(Bounding boxes with keypoints)
+---+

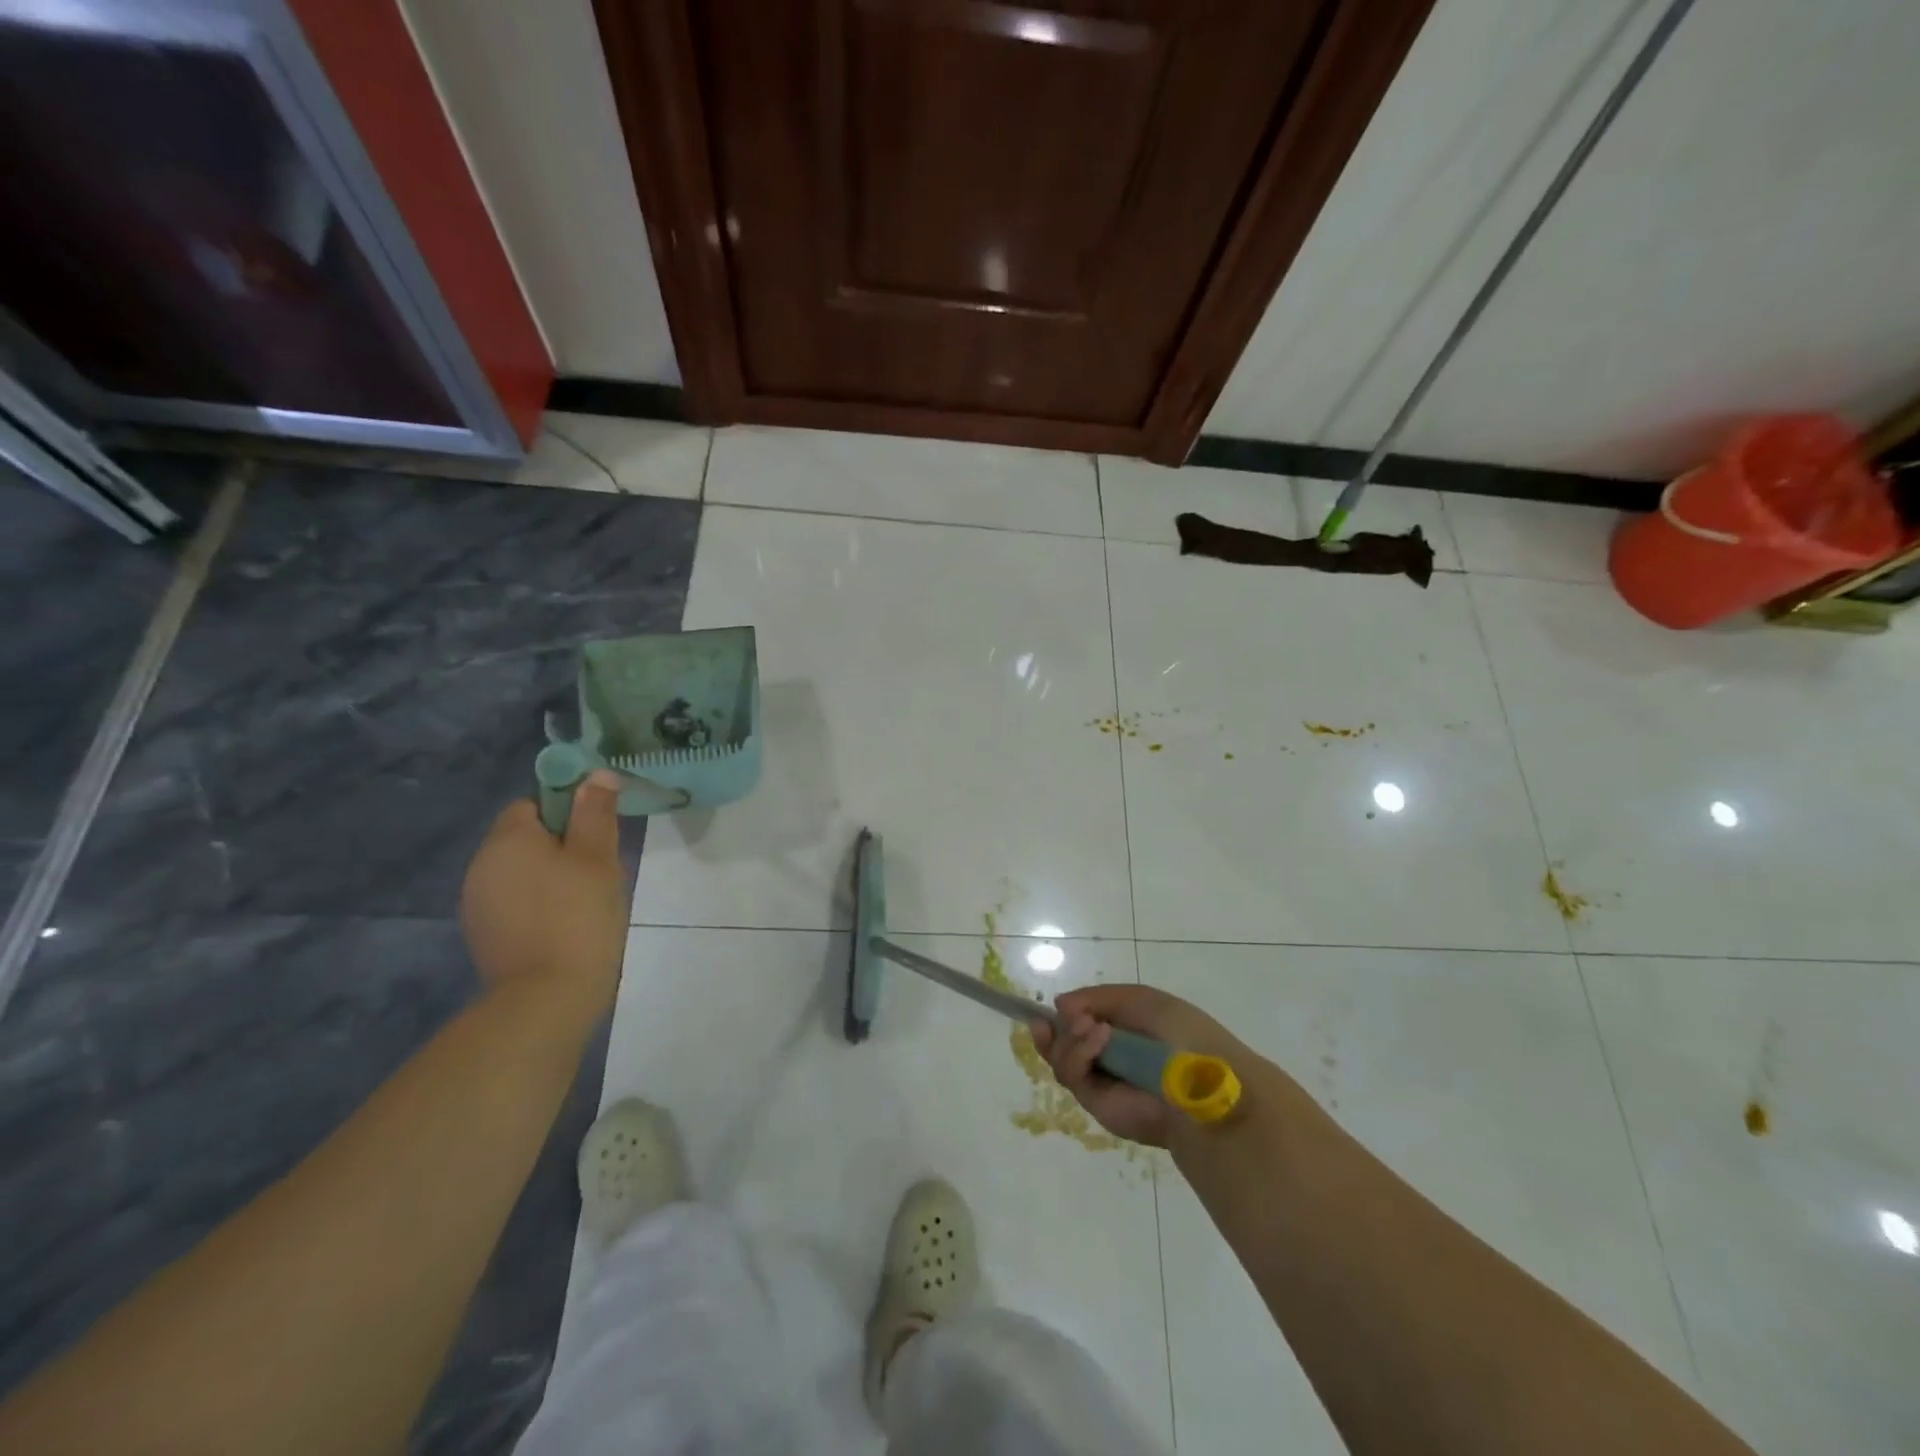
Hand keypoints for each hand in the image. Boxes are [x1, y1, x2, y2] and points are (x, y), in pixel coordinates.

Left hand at [460, 770, 626, 1017]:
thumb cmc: (579, 916)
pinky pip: (514, 902)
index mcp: (507, 840)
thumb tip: (596, 774)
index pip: (531, 804)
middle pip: (524, 838)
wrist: (547, 998)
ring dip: (549, 877)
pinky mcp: (483, 935)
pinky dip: (537, 905)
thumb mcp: (598, 858)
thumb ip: (595, 812)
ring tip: (585, 901)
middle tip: (599, 870)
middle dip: (561, 846)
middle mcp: (481, 865)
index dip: (566, 811)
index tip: (596, 834)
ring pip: (520, 872)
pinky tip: (564, 926)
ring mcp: (477, 903)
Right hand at [1033, 984, 1249, 1148]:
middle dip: (1056, 1029)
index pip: (1081, 1023)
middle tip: (1063, 1018)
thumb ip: (1097, 998)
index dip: (1062, 1016)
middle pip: (1063, 1043)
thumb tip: (1059, 1005)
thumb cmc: (1180, 1032)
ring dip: (1070, 1037)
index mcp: (1123, 1031)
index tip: (1052, 1008)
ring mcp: (1102, 1081)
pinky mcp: (1097, 1104)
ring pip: (1062, 1058)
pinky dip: (1079, 1053)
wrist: (1202, 1083)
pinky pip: (1072, 1076)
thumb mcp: (1140, 1000)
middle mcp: (1109, 1057)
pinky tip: (1099, 1038)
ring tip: (1091, 1027)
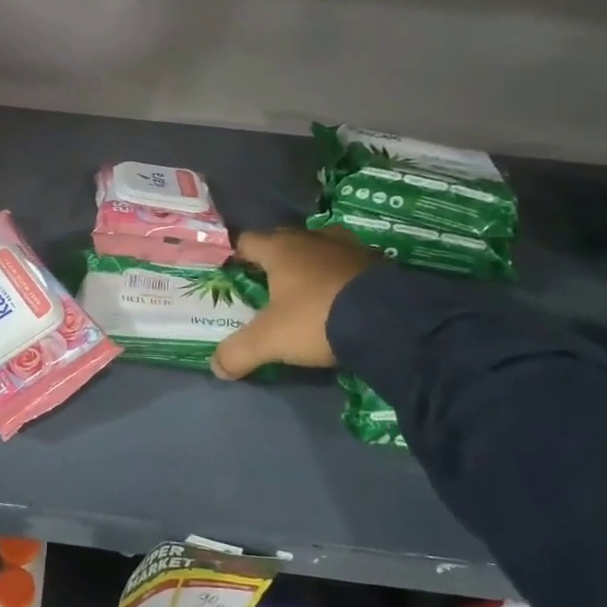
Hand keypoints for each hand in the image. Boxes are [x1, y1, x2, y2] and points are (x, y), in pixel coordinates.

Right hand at [211, 227, 378, 378]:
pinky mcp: (379, 263)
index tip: (236, 274)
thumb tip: (217, 367)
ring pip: (321, 249)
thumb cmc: (316, 318)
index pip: (248, 241)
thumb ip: (238, 352)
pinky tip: (343, 298)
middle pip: (285, 241)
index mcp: (280, 249)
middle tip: (270, 285)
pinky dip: (342, 277)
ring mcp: (349, 248)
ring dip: (313, 265)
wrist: (390, 321)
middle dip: (276, 259)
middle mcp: (312, 239)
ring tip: (308, 290)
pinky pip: (350, 265)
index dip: (239, 256)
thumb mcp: (269, 341)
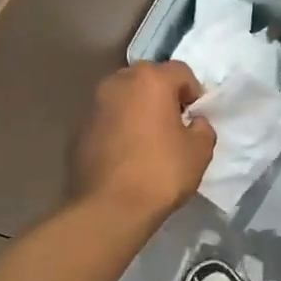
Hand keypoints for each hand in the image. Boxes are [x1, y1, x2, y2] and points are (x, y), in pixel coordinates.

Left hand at [73, 62, 215, 222]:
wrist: (109, 208)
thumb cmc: (161, 172)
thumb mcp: (200, 151)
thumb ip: (202, 127)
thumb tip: (194, 122)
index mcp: (150, 80)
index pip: (181, 71)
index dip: (194, 93)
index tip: (196, 118)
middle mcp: (118, 83)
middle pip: (148, 79)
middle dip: (163, 96)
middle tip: (174, 125)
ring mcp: (93, 105)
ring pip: (124, 98)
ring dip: (138, 111)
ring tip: (148, 140)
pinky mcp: (78, 129)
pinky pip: (107, 120)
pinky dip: (119, 128)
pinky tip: (127, 155)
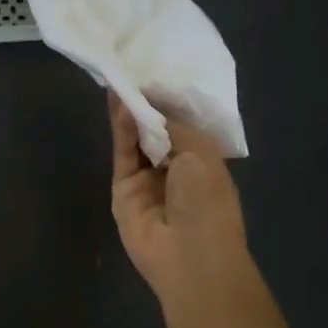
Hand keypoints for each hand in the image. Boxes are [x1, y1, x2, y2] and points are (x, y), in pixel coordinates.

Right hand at [109, 90, 246, 299]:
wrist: (190, 257)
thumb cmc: (208, 201)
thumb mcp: (199, 154)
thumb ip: (171, 126)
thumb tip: (149, 108)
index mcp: (203, 161)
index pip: (181, 125)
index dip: (167, 102)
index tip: (154, 74)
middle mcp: (175, 169)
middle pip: (155, 131)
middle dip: (146, 105)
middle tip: (131, 71)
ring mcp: (147, 180)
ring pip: (135, 139)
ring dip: (130, 112)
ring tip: (119, 80)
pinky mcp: (123, 188)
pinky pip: (122, 153)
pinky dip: (121, 128)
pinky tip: (118, 103)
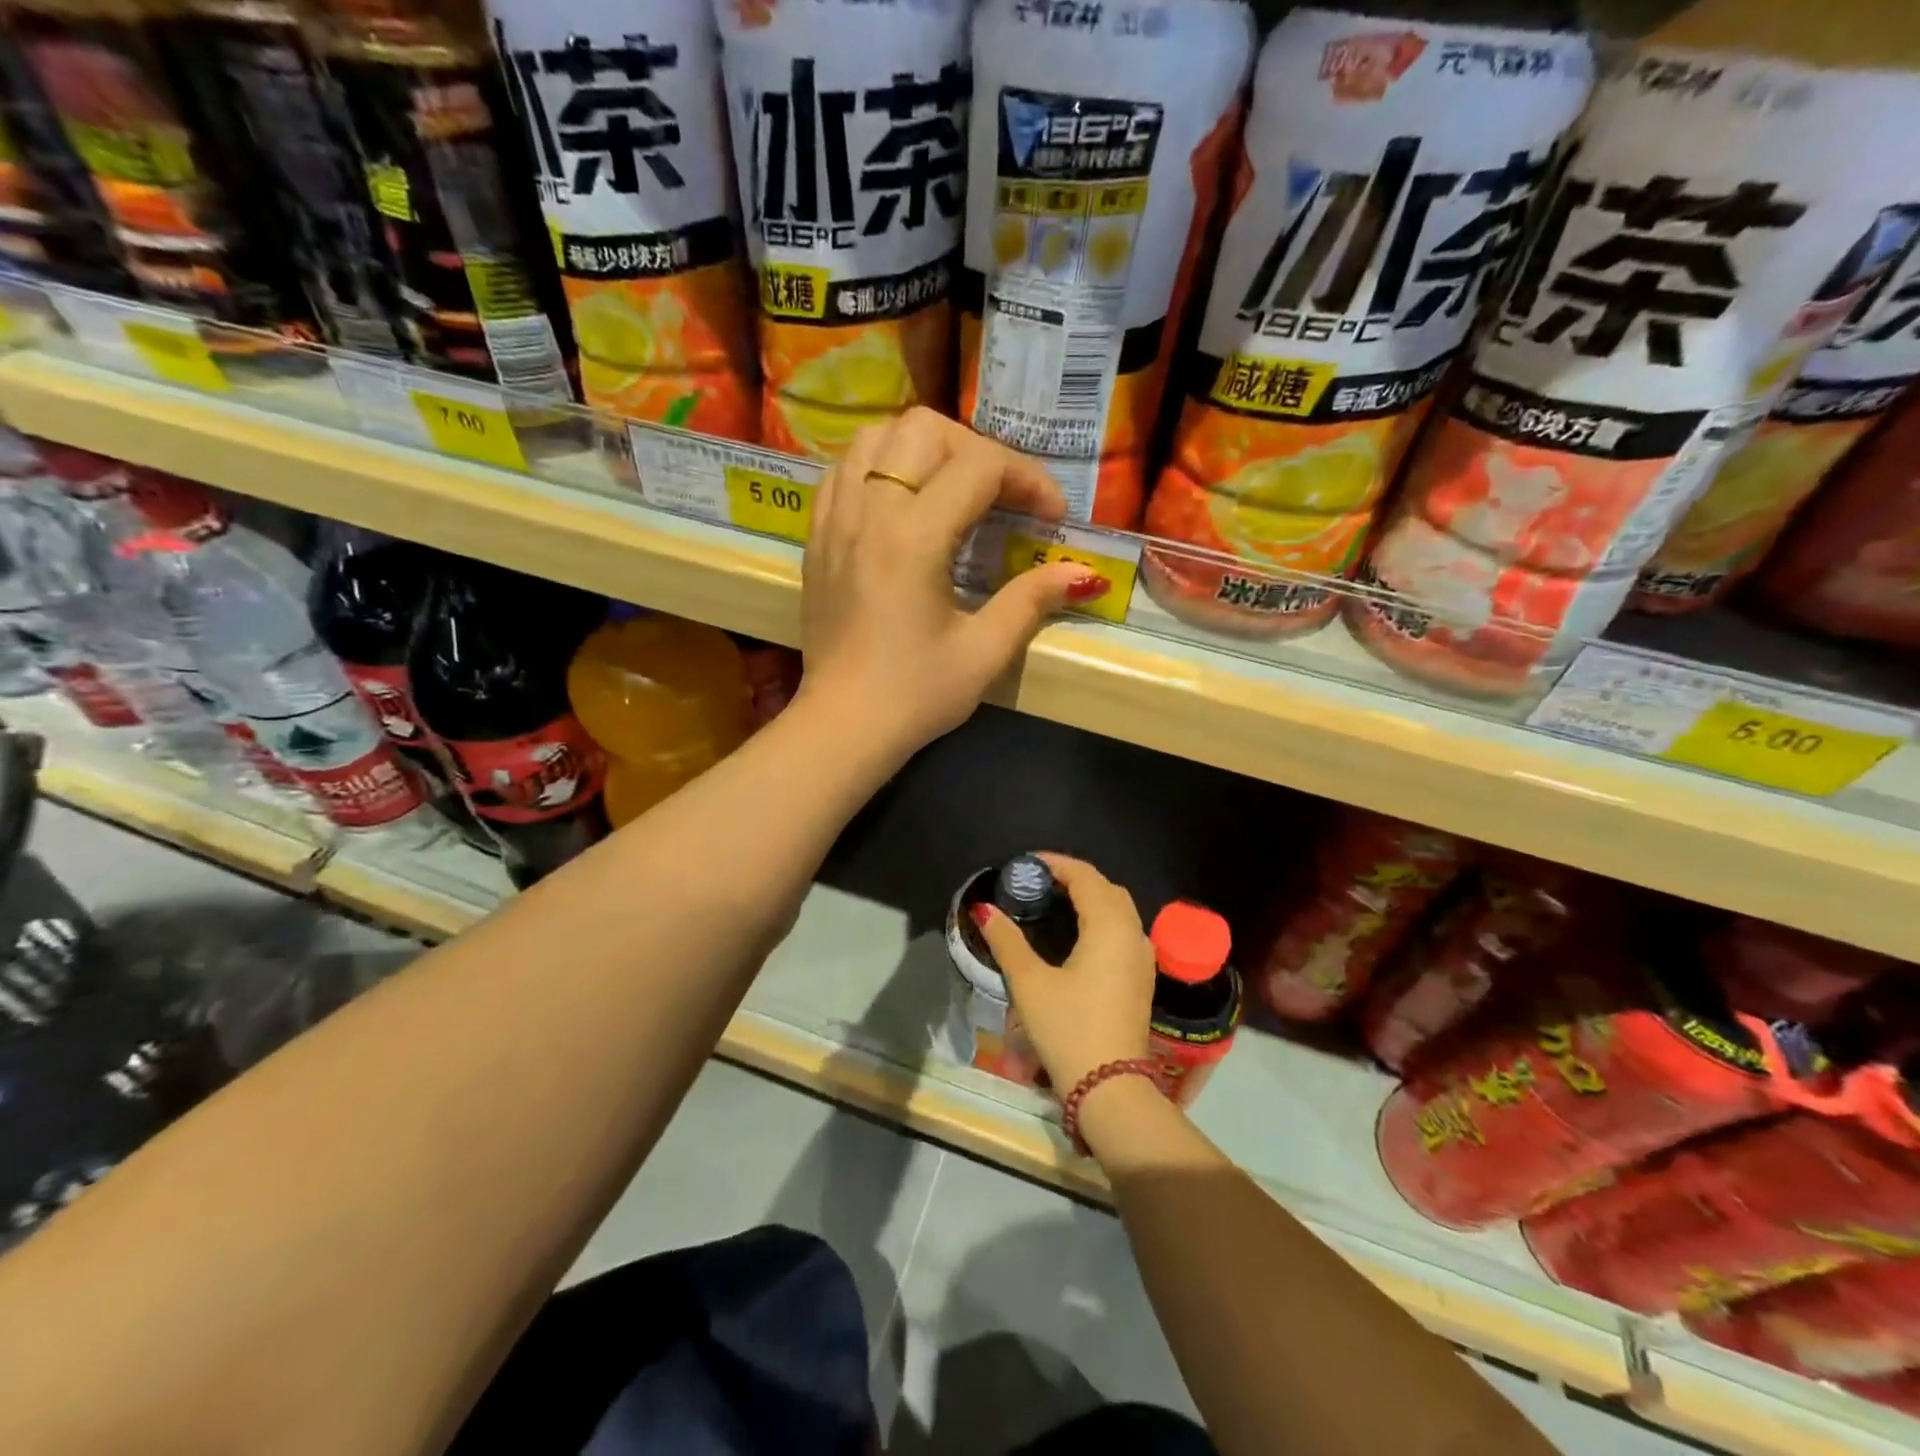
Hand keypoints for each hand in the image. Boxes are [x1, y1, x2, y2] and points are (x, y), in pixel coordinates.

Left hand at [795, 408, 1102, 760]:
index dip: (1027, 479)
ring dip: (922, 449)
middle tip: (1000, 497)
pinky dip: (879, 467)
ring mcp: (833, 520)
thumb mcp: (984, 652)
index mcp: (912, 538)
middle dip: (975, 450)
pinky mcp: (815, 538)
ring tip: (951, 490)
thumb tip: (1081, 573)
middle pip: (922, 428)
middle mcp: (867, 512)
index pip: (978, 466)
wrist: (842, 726)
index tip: (1051, 516)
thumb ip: (1031, 600)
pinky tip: (901, 504)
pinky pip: (843, 469)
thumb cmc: (915, 695)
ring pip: (874, 438)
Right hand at [975, 853, 1156, 1094]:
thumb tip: (984, 909)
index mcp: (1109, 926)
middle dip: (1076, 877)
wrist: (1110, 1088)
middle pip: (1107, 889)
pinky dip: (1102, 918)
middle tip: (1040, 881)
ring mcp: (1142, 958)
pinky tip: (1078, 934)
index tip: (1028, 862)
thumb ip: (1007, 941)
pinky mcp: (1142, 979)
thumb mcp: (1030, 982)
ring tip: (1056, 902)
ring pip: (1120, 910)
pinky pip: (1124, 931)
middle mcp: (1133, 934)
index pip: (1086, 877)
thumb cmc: (1068, 1028)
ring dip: (1092, 897)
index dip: (1057, 864)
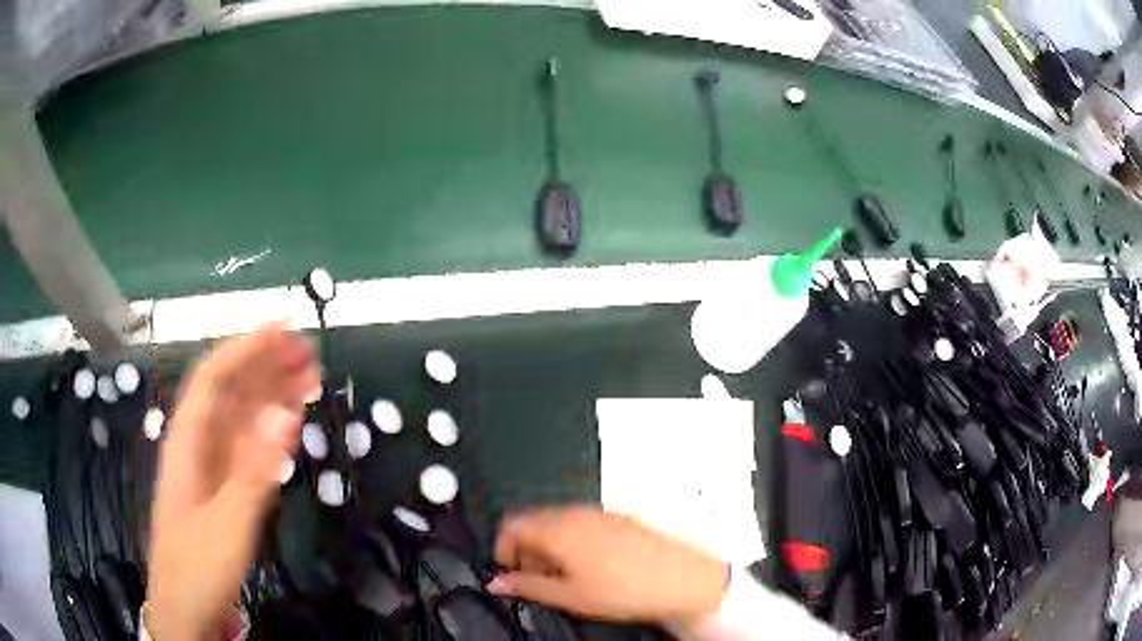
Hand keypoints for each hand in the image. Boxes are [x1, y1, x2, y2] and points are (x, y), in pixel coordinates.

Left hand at [146, 324, 318, 640]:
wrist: (186, 610)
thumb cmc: (197, 566)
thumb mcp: (227, 522)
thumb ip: (254, 470)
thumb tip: (286, 414)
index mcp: (187, 441)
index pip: (214, 378)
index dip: (245, 348)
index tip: (283, 328)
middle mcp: (198, 444)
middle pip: (230, 392)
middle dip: (265, 366)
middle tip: (308, 352)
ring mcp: (212, 467)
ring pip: (242, 418)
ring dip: (272, 395)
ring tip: (308, 378)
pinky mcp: (224, 489)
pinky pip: (249, 449)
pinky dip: (270, 432)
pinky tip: (289, 423)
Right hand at [488, 506, 726, 625]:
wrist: (681, 580)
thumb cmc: (629, 588)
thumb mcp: (569, 596)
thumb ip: (526, 586)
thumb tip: (498, 583)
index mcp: (558, 528)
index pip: (510, 524)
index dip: (503, 550)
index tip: (509, 572)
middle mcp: (576, 513)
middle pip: (533, 522)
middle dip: (526, 550)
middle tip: (534, 580)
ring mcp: (600, 514)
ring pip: (558, 523)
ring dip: (549, 548)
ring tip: (564, 579)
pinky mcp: (619, 519)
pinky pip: (582, 525)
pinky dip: (573, 543)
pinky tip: (589, 570)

+---+

*THE PROBLEM*: Beginning with the line containing "ring dip: (1092, 897)" and ending with the last line of the data above, repeat each line exactly. Include no pictures and no other lines.

*YOUR SOLUTION*:
ring dip: (1092, 897)
index dip: (1057, 864)
Hand keypoints for each hand in the image. Boxes are [x1, y1, x2, y2] and points are (x, y), in pixel coordinates.

Left hand at [146, 324, 318, 640]:
wrist: (186, 610)
thumb cmc: (197, 566)
thumb mcp: (227, 522)
thumb ip: (254, 470)
thumb tip: (286, 414)
index mcp: (187, 441)
index pip: (214, 378)
index dip: (245, 348)
index tip: (283, 328)
middle mcp: (198, 444)
middle pip: (230, 392)
middle dip: (265, 366)
middle tip: (308, 352)
ring mcp: (212, 467)
ring pip: (242, 418)
ring dip: (272, 395)
ring tip: (308, 378)
pinky mcp: (224, 489)
pinky pip: (249, 449)
pinky dip: (270, 432)
pinky tip: (289, 423)
Right hand at [488, 506, 726, 625]:
wrist: (681, 580)
thumb cmc: (629, 588)
thumb mcp: (569, 596)
thumb ip: (526, 586)
thumb tip: (498, 583)
index mcp: (558, 528)
index pip: (510, 524)
index dip: (503, 550)
index tip: (509, 572)
middle mcp: (576, 513)
middle pip: (533, 522)
middle dip: (526, 550)
middle tip: (534, 580)
ring mcp: (600, 514)
ring pip: (558, 523)
ring dip: (549, 548)
ring tip: (564, 579)
pinky mcp: (619, 519)
pinky pip: (582, 525)
pinky dip: (573, 543)
pinky tip: (589, 570)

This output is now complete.